Couchbase, UnQL and Linq?

by jmorris 10. January 2012 22:37

I came across the following press release (a bit old) and liked what I read. Specifically, that Couchbase was working on UnQL support with MS:

“Couchbase unveiled and released to the public domain the UnQL query
language, (UNstructured Query Language). Jointly developed with
Microsoft and SQLite, UnQL is designed to provide a common query
language for NoSQL developers and help drive widespread adoption of
NoSQL technology. Each company has committed to delivering product
support for UnQL in 2012.”

By going to UnQL and partnering with MS, this puts Couchbase in an awesome position to develop a Linq (IQueryable) implementation of UnQL. If this happens, then querying a NOSQL or a RDBMS (or anything else) will be unified from the CLR perspective.

For instance, the following Linq query in the CLR (C# syntax):

var query = (from f in Context.Foo
                   where f.Something.Equals(“something”)
                   select new f).

Could emit UnQL if Context is NOSQL or SQL if RDBMS…genius. If only Java had something like IQueryable <sigh>.

It also looks like Couchbase is dumping the CouchDb HTTP REST API for the binary Memcached protocol, which should be a big win from a performance perspective (sorry CouchDb users). Membase already uses the protocol, so it’s just matter of switching the HTTP REST API for UnQL.

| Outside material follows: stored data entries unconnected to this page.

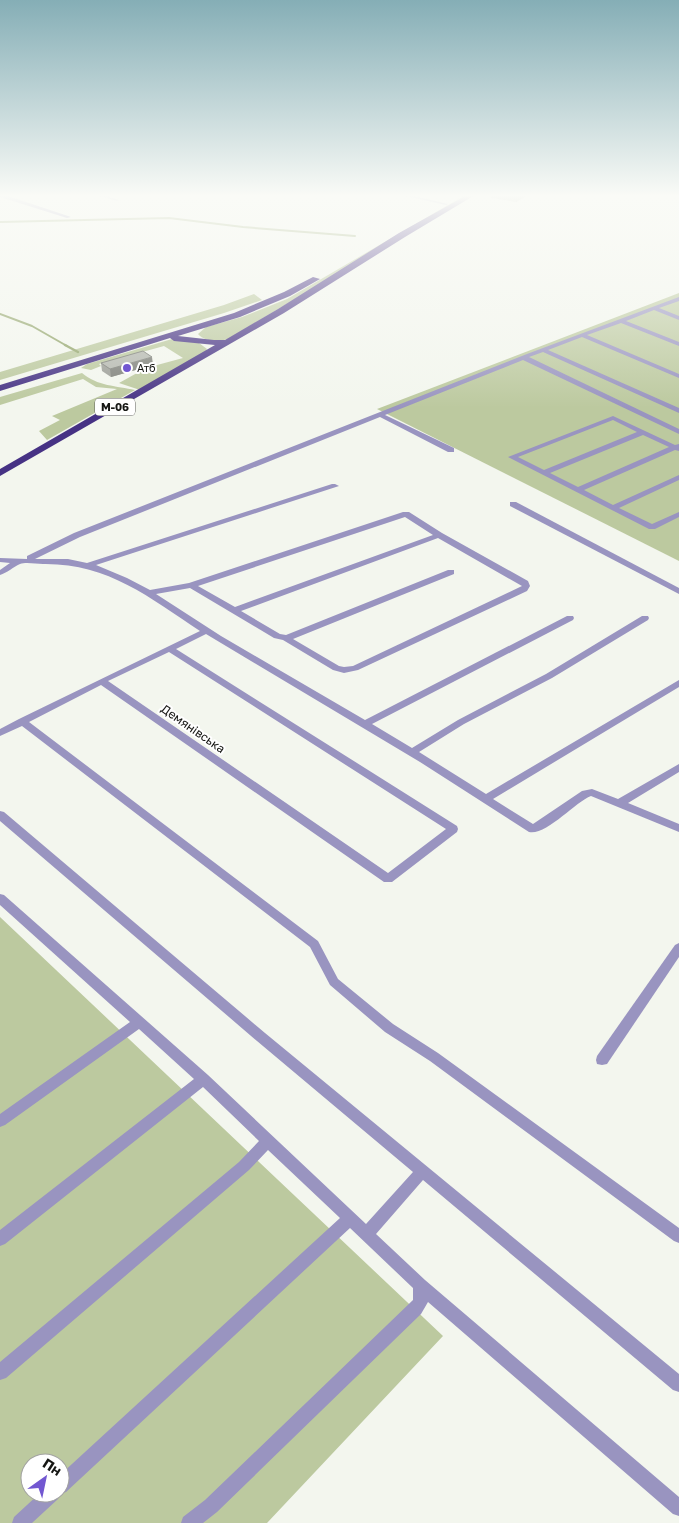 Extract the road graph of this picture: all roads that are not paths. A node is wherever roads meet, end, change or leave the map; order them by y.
1 (339, 266) edge
2 (350, 266) edge
3 (679, 299) edge
4 (653, 308) junction
5 (679, 311) edge
6 (676, 317) edge
7 (622, 321) junction
8 (215, 322) junction
9 (581, 335) junction
10 (154, 340) junction
11 (203, 341) junction
12 (230, 341) junction
13 (679, 344) edge
14 (543, 350) junction
15 (525, 358) junction
16 (679, 376) edge
17 (0, 388) edge
18 (679, 411) edge
19 (379, 414) junction
20 (643, 432) junction
21 (679, 432) edge
22 (678, 447) edge
23 (451, 450) dead end
24 (0, 473) edge
25 (544, 473) junction
26 (679, 477) edge
27 (335, 486) dead end
28 (578, 490) junction
29 (513, 504) dead end
30 (614, 507) junction
31 (679, 514) edge
32 (439, 535) junction
33 (0, 560) edge
34 (27, 560) junction
35 (17, 563) junction
36 (88, 565) junction
37 (451, 572) dead end
38 (0, 573) edge
39 (191, 585) junction
40 (679, 590) edge
41 (148, 594) junction
42 (235, 610) junction
43 (570, 618) dead end
44 (645, 618) dead end
45 (206, 631) junction
46 (286, 638) junction
47 (170, 649) junction
48 (101, 681) junction
49 (679, 683) edge
50 (22, 721) junction
51 (364, 724) junction
52 (0, 733) edge
53 (412, 752) junction
54 (679, 767) edge
55 (485, 799) junction
56 (621, 802) junction
57 (0, 815) edge
58 (679, 828) edge
59 (1, 901) edge
60 (679, 948) edge
61 (138, 1023) junction
62 (602, 1060) dead end
63 (203, 1080) junction
64 (0, 1122) edge
65 (269, 1140) junction
66 (423, 1171) junction
67 (349, 1219) junction
68 (366, 1235) junction
69 (679, 1236) edge
70 (0, 1239) edge
71 (420, 1285) junction
72 (0, 1372) edge
73 (679, 1384) edge
74 (70, 1477) edge
75 (41, 1503) edge
76 (679, 1508) edge
77 (20, 1523) edge
78 (189, 1523) edge

1 - 8 highway, М-06
2 - 12 highway, М-06
3 - 4 street
4 - 6 street
4 - 7 street
5 - 6 street
7 - 9 street
7 - 13 street
8 - 10 highway, М-06
8 - 11 highway
9 - 14 street
9 - 16 street
10 - 11 highway
10 - 17 highway, М-06
11 - 12 highway
12 - 24 highway, М-06
14 - 15 street
14 - 18 street
15 - 19 street
15 - 21 street
19 - 23 street
19 - 34 street
20 - 22 street
20 - 25 street
20 - 25 street
22 - 28 street
25 - 28 street
26 - 30 street
27 - 36 street
28 - 30 street
29 - 40 street
30 - 31 street
32 - 39 street
32 - 42 street
32 - 46 street
33 - 35 street
34 - 35 street
34 - 36 street
35 - 38 street
36 - 41 street
37 - 46 street
39 - 41 street
39 - 42 street
41 - 45 street
42 - 46 street
43 - 51 street
44 - 53 street
45 - 47 street
45 - 51 street
47 - 48 street
47 - 48 street, Демянівська
48 - 50 street
49 - 55 street
50 - 52 street
50 - 69 street
51 - 53 street
53 - 55 street
54 - 56 street
55 - 56 street
56 - 58 street
57 - 66 street
59 - 61 street
60 - 62 street
61 - 63 street
61 - 64 street
63 - 65 street
63 - 70 street
65 - 67 street
65 - 72 street
66 - 68 street
66 - 73 street
67 - 68 street
67 - 74 street
68 - 71 street
71 - 76 street
71 - 78 street
75 - 77 street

Another develpoment in Couchbase is that CouchDb has been forked.  The good news it’s still going to be open-source:

“As J. Chris Anderson notes in the comments, Couchbase is completely open source and Apache licensed:
Everything Couchbase does is open source, we have 2 github pages that are very active:

Probably the most fun place to jump into development is the code review:
Let me clarify, if you like Apache CouchDB, stick with it. I'm working on something I think you'll like a lot better. If not, well, there's still Apache CouchDB.”

While possibly a bit traumatic for CouchDb afficiandos, this should be a huge win for Couchbase fans and for companies investing in Couch as stable, NOSQL solution.